Asterath l'interrompait
- Quelle liberté ? Je lui sauve la vie !
Despair vit rouge. Comment il pouvait prétendre la sauver de quoi que se soit en l'enfermant ?! Il cria
- La sauver ?! Vous la croyez trop faible POUR SURVIVRE SANS VOTRE AIDE ?!
Il baissa le ton, mais sifflait de colère
- Demandez-moi ce que vous voulez mais libérez-la !
Asteraht ricana
- Oui. Prouve moi que tu es suffisamment fort pour survivre.
Puis il dégaina deux poignards. Despair regarder l'arme puis lâcha sec et froid.
- Pour que je survive ? Mais c'est pas moi le problème. Moi je suis faible, vous me tuerez en un instant, ce que je vous dis c'est que Lava ne mourra pas. Laissez-la partir. Peu importe le prix.
Asterath sembla hésiter, puis sourit, de façon sinistre. Un sourire qui fit froid dans le dos à Despair.
- Donne-moi tes yeux.
Il tiqua, sans montrer plus de réactions extérieures. Pourtant à l'intérieur, il avait envie de hurler. Ses yeux, ses yeux. Pourquoi ça en particulière ?! Il savait pertinemment qu'il n'était pas son corps, mais il savait également qu'avec de l'énergie blanche ou noire, n'importe quelle greffe était possible.
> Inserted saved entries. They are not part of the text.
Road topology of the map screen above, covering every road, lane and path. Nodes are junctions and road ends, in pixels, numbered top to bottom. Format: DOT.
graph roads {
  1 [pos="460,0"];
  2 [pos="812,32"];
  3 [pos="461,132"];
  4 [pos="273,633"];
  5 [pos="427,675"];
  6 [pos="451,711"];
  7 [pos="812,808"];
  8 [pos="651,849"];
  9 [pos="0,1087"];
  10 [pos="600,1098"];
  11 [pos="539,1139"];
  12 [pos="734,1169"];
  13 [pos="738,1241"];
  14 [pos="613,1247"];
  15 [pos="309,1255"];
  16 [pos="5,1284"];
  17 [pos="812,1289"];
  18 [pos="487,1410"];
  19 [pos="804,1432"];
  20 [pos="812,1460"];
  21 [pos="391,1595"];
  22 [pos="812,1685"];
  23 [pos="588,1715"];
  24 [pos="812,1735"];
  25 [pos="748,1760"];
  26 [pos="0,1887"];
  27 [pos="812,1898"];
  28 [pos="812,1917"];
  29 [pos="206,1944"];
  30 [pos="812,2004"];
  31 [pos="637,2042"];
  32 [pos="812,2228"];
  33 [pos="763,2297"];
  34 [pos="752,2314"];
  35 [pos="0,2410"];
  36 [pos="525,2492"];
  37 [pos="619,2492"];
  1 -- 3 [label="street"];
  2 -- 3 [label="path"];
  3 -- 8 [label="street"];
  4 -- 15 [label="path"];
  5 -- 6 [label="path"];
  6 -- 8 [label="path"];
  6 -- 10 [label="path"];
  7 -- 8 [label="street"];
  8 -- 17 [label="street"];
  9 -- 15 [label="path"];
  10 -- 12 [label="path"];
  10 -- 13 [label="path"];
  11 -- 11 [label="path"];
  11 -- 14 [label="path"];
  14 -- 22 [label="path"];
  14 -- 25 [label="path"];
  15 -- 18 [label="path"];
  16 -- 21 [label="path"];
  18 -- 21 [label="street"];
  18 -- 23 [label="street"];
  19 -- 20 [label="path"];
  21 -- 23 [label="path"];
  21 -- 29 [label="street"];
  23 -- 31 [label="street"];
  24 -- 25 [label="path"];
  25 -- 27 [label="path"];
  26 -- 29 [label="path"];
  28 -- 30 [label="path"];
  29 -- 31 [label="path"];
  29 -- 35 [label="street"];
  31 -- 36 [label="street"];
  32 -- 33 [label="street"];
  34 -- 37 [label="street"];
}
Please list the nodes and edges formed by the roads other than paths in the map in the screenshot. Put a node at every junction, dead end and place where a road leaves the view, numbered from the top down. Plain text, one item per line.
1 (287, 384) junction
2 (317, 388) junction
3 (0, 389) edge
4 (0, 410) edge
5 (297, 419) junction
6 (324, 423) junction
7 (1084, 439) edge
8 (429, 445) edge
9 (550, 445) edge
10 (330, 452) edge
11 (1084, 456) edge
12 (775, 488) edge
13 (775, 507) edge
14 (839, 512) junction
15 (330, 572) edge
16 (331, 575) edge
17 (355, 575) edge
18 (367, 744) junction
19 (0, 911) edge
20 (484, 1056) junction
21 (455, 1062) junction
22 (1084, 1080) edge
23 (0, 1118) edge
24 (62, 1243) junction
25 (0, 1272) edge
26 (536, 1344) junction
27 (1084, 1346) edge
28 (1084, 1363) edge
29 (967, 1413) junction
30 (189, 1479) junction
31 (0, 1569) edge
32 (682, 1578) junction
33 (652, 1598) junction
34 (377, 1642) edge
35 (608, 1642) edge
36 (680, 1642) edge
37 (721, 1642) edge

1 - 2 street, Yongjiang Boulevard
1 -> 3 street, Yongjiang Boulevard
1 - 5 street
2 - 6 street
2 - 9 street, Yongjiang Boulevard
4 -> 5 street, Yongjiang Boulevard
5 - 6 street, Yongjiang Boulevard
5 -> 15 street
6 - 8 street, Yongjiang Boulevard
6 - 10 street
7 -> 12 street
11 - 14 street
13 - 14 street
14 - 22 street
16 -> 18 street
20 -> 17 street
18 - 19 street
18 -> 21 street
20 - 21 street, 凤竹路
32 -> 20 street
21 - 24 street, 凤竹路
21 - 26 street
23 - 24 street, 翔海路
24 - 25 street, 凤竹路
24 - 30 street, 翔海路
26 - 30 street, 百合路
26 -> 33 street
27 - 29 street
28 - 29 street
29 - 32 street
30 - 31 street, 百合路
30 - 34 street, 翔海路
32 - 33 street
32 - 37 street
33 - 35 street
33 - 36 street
Même en donnant les yeux de Théo à Asterath, il savait qu'il lui suffirait de donner les siens à l'ange en ré-échangeant d'enveloppe physique. Il serait donc aveugle.
Aveugle
Il avait l'impression que le sol se dérobait sous ses pieds, quand il lâcha
- Faites-la d'abord descendre et libérez là. Ensuite...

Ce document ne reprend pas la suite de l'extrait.